== Input ==
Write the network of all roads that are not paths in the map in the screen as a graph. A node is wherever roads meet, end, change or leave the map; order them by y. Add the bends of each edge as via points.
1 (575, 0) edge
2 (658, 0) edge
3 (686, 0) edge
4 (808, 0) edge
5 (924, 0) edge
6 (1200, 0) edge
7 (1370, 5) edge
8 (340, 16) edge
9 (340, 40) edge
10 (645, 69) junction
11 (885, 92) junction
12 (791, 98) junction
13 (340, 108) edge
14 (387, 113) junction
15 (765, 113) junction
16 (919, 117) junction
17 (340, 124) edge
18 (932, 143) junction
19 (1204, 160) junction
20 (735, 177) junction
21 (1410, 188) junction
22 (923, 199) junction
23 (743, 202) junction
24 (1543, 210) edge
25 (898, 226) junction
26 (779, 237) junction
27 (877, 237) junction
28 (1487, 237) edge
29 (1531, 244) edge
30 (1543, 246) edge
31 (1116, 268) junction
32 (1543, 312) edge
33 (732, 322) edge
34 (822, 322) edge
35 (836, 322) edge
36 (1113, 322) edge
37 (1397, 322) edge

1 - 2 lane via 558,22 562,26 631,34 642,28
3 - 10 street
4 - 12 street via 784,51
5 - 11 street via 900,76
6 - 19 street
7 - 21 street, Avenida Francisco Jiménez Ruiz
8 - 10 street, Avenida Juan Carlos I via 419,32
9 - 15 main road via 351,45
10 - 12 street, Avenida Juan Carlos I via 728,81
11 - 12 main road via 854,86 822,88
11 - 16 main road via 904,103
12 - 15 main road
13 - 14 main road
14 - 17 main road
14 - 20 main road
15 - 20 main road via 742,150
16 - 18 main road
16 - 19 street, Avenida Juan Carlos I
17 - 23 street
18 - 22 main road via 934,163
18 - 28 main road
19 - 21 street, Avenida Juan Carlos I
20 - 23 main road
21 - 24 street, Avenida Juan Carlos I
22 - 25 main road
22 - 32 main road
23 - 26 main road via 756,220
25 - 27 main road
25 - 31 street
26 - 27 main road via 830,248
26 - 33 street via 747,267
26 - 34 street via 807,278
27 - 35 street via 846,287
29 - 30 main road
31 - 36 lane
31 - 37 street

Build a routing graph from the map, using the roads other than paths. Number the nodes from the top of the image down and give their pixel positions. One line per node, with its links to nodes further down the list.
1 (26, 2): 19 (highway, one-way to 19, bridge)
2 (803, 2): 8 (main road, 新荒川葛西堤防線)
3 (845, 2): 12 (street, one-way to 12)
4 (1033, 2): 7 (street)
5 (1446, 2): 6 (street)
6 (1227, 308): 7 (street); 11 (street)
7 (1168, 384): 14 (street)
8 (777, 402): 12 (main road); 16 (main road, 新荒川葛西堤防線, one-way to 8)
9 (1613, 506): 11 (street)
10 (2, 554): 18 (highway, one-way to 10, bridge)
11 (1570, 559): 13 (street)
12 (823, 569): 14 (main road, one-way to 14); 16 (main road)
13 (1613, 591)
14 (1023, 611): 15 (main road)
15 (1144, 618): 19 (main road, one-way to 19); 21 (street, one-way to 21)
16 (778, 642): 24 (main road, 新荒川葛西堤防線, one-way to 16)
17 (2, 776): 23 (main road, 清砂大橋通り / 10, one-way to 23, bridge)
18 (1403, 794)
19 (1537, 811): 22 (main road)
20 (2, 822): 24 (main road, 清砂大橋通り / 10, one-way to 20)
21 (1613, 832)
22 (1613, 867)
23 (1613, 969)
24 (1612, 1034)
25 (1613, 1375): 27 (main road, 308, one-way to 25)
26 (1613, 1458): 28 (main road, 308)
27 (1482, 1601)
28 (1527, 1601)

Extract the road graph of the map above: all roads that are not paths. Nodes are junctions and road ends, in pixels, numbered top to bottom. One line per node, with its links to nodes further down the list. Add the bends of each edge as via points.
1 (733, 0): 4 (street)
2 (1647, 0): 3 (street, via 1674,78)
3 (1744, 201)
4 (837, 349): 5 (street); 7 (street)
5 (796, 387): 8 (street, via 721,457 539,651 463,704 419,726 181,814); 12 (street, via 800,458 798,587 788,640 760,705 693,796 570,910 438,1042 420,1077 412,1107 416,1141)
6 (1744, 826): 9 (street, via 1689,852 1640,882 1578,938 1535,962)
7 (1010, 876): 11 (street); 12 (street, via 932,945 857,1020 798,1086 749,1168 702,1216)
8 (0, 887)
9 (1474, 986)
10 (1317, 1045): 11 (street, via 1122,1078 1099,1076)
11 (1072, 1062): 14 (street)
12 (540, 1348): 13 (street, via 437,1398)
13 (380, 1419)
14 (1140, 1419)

== Assigned task ==
Every line above holding the string "highway" should be listed.

== Result ==
1 (26, 2): 19 (highway, one-way to 19, bridge)
10 (2, 554): 18 (highway, one-way to 10, bridge)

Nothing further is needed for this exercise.